Some of the biggest corporations in the U.S. collectively poured a massive $8 million into supporting election deniers running for House and Senate seats in the midterm elections.
The $8m contributed by the top 20 corporations was just a slice of overall corporate giving to election deniers in the 2022 cycle. An earlier analysis found that, in total, election deniers benefited to the tune of $65m from corporate interests.
Well-known companies including AT&T, Boeing, Delta Air Lines, and Home Depot funded candidates who falsely claimed that former president Donald Trump won the presidential election in 2020.
A study by the non-partisan government watchdog organization Accountable.US, based on the latest filings to the Federal Election Commission, reveals the extent to which big corporations were prepared to back Republican nominees despite their open peddling of false claims undermining confidence in democracy.
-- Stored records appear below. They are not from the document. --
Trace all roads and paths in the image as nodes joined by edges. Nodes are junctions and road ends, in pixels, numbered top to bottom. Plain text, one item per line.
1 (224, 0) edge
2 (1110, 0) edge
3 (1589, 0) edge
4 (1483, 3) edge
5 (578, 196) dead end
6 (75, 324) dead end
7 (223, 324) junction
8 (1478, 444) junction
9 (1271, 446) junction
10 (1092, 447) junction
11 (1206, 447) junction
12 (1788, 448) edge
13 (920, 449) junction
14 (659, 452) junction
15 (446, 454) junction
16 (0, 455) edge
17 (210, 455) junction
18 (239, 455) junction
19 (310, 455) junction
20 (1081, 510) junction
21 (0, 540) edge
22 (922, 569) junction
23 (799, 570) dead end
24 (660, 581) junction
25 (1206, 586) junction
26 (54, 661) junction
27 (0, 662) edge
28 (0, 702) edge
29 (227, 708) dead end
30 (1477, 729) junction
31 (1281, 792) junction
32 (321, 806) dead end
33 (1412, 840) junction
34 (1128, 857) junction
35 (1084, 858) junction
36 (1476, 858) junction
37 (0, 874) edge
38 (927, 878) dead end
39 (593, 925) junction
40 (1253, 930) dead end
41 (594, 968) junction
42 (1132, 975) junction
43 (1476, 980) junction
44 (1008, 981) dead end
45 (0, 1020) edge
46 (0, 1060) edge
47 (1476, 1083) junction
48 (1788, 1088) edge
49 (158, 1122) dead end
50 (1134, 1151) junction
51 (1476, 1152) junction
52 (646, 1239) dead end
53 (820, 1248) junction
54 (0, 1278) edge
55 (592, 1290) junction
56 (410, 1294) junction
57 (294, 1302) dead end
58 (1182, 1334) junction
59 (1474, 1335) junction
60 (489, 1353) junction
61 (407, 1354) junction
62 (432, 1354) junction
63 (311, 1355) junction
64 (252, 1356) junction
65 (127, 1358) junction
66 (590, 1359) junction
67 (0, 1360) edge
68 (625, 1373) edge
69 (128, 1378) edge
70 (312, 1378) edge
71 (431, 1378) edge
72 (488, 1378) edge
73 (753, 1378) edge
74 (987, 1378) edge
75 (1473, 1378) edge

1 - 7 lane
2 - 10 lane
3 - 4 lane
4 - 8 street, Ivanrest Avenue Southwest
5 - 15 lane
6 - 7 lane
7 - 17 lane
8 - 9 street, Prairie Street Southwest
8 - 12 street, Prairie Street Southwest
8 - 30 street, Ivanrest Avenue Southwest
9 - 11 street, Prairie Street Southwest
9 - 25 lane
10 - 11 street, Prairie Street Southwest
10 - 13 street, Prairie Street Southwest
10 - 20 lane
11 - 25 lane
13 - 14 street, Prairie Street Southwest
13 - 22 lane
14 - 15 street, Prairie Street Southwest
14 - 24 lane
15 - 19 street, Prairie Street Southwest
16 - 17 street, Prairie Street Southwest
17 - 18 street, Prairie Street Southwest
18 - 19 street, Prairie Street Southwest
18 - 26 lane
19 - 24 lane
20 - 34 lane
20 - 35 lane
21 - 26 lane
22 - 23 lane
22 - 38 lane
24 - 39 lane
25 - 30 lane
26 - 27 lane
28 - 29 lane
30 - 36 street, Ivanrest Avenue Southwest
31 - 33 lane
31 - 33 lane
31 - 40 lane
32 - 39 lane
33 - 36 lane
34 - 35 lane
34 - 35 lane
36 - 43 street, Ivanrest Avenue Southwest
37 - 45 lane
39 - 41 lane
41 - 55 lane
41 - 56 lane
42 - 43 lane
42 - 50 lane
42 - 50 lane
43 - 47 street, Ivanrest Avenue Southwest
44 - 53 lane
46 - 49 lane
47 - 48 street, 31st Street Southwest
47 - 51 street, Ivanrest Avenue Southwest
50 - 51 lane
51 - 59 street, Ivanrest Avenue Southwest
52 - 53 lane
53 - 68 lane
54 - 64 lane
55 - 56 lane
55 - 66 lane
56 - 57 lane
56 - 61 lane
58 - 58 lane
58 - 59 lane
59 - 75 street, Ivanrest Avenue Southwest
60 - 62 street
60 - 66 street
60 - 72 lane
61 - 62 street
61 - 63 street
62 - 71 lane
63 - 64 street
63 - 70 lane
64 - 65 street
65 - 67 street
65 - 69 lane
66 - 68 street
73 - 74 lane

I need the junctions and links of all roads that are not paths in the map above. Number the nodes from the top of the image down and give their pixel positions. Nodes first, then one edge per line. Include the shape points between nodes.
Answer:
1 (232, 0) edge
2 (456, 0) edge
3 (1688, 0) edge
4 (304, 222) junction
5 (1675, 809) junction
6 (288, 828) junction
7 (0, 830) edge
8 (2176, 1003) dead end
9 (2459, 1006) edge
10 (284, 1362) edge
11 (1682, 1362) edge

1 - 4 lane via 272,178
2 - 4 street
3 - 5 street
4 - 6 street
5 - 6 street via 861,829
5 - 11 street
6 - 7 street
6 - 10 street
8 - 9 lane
Many of the candidates were ultimately unsuccessful in their election bids.
The candidates included several prominent advocates of Trump’s lie that the 2020 presidential election had been stolen from him.
At the top of the list of 20 corporations backing election deniers through their political action committees (Pacs) is a familiar name in the world of rightwing agitating – Koch Industries. It is the second-largest privately owned company in the U.S. It is notorious for using its profits, largely from oil, to push conservative politics in an anti-government, anti-regulatory direction under its owners.
According to the review, the Koch energy conglomerate spent $771,000 through its Pac on Republican candidates with a track record of casting doubt on elections.
Coming in close behind Koch is the American Crystal Sugar Company PAC. It spent a whopping $630,000 supporting election deniers running for federal office.
AT&T cellular network company’s Employee Federal PAC spent $579,000.
Home Depot’s PAC gave $578,000. Lower down on the list came media giant Comcast Corporation & NBC Universal and Delta Air Lines, whose PACs gave $365,000 and $278,000 respectively.
The new study suggests that top corporations that chose to use their financial muscle to enhance the chances of election deniers waged a non-too-successful gamble.